The records that follow are to be repeated in full, with no pictures retained.
(Material provided Opens)
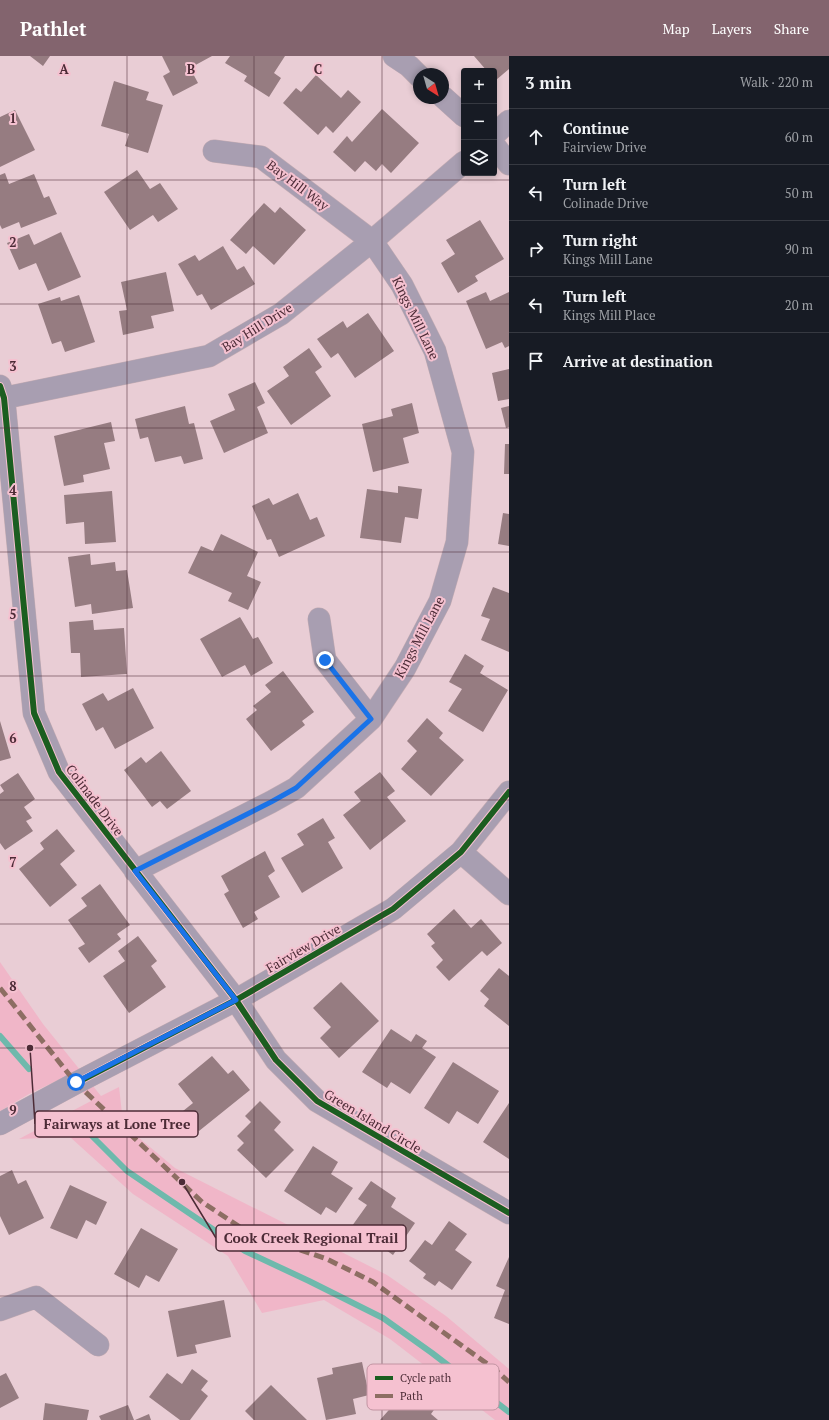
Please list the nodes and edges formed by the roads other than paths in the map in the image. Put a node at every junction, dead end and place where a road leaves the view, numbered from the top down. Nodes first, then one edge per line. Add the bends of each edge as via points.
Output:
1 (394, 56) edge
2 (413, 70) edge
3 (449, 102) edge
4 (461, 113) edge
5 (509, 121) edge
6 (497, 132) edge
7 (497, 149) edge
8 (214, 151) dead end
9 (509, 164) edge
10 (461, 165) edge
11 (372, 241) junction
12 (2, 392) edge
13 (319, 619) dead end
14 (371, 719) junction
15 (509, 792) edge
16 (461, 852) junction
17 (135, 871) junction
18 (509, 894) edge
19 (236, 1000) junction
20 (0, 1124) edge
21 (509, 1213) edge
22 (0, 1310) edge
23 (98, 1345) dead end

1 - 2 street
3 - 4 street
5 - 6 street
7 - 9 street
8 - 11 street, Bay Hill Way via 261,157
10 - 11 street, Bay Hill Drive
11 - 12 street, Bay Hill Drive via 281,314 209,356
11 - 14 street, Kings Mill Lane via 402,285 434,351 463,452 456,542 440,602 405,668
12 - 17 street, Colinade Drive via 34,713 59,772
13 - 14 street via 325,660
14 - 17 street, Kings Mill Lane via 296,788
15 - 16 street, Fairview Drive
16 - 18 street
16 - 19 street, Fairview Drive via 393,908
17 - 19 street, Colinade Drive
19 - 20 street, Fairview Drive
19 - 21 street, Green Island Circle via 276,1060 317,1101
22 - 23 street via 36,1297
(Material provided Closes)
Reply =
Please list the nodes and edges formed by the roads other than paths in the map in the image. Put a node at every junction, dead end and place where a road leaves the view, numbered from the top down. Nodes first, then one edge per line. Add the bends of each edge as via points.
Output:
1 (394, 56) edge
2 (413, 70) edge
3 (449, 102) edge
4 (461, 113) edge
5 (509, 121) edge
6 (497, 132) edge
7 (497, 149) edge
8 (214, 151) dead end
9 (509, 164) edge
10 (461, 165) edge
11 (372, 241) junction
12 (2, 392) edge
13 (319, 619) dead end
14 (371, 719) junction
15 (509, 792) edge
16 (461, 852) junction
17 (135, 871) junction
18 (509, 894) edge
19 (236, 1000) junction
20 (0, 1124) edge
21 (509, 1213) edge
22 (0, 1310) edge
23 (98, 1345) dead end

1 - 2 street
3 - 4 street
5 - 6 street
7 - 9 street
8 - 11 street, Bay Hill Way via 261,157
10 - 11 street, Bay Hill Drive
11 - 12 street, Bay Hill Drive via 281,314 209,356
11 - 14 street, Kings Mill Lane via 402,285 434,351 463,452 456,542 440,602 405,668
12 - 17 street, Colinade Drive via 34,713 59,772
13 - 14 street via 325,660
14 - 17 street, Kings Mill Lane via 296,788
15 - 16 street, Fairview Drive
16 - 18 street
16 - 19 street, Fairview Drive via 393,908
17 - 19 street, Colinade Drive
19 - 20 street, Fairview Drive
19 - 21 street, Green Island Circle via 276,1060 317,1101
22 - 23 street via 36,1297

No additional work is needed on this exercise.